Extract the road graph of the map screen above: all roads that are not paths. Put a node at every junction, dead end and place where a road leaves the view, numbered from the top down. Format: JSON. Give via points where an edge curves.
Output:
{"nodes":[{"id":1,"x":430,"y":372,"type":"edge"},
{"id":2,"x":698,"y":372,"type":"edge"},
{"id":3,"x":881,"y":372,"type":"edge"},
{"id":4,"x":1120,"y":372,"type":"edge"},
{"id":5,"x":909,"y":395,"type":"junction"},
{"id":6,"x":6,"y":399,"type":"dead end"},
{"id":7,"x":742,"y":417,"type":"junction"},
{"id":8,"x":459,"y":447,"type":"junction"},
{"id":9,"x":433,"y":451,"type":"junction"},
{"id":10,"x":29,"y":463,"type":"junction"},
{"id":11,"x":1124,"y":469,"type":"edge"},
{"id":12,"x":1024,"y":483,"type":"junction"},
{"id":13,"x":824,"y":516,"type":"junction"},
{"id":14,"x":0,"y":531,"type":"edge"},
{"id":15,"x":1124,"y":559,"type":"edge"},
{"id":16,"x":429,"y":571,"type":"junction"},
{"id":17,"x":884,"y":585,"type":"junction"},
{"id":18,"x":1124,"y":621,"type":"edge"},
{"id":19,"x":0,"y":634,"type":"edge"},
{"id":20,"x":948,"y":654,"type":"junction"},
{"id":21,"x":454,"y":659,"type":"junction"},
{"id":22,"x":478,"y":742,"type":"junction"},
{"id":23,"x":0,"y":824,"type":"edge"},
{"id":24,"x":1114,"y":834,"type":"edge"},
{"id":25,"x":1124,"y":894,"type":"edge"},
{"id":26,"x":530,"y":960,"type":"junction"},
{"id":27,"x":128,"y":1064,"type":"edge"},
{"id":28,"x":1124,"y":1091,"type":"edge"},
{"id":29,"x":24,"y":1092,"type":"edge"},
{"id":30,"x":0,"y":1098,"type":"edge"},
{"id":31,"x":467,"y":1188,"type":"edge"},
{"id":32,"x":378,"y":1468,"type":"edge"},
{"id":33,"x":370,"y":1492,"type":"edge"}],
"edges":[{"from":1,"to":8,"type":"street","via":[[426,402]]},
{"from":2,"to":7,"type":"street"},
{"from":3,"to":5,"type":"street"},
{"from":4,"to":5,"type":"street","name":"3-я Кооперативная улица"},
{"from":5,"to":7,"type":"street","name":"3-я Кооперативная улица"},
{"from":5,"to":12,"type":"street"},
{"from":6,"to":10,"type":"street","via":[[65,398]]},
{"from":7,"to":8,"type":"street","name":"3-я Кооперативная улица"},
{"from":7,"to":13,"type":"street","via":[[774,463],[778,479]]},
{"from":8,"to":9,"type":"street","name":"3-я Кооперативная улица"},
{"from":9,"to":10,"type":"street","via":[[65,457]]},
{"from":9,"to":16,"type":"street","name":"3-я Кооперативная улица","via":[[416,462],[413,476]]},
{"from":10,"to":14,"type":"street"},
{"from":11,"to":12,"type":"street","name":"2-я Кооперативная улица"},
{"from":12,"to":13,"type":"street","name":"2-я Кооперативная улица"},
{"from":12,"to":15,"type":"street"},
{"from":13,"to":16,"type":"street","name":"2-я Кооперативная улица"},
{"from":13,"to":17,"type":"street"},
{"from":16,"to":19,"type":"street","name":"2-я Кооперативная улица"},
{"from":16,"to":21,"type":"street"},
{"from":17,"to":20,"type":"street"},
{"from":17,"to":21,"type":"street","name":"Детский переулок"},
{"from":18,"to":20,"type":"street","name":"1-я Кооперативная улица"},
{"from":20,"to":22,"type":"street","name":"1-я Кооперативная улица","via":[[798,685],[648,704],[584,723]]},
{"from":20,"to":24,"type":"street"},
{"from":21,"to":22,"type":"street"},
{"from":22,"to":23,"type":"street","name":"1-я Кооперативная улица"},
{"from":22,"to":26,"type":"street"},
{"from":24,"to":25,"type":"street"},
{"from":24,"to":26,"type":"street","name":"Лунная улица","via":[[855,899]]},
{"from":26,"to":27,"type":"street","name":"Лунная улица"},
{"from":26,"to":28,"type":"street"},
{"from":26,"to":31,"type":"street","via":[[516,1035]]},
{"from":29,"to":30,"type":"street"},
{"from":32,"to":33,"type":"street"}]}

■ ■ ■ ■

**PROBLEM TO WORK ON**
Please return all lines in the material above that include the word "Лунная".

**FINAL ANSWER**
{"from":24,"to":26,"type":"street","name":"Лунная улица","via":[[855,899]]},
{"from":26,"to":27,"type":"street","name":"Лунная улица"},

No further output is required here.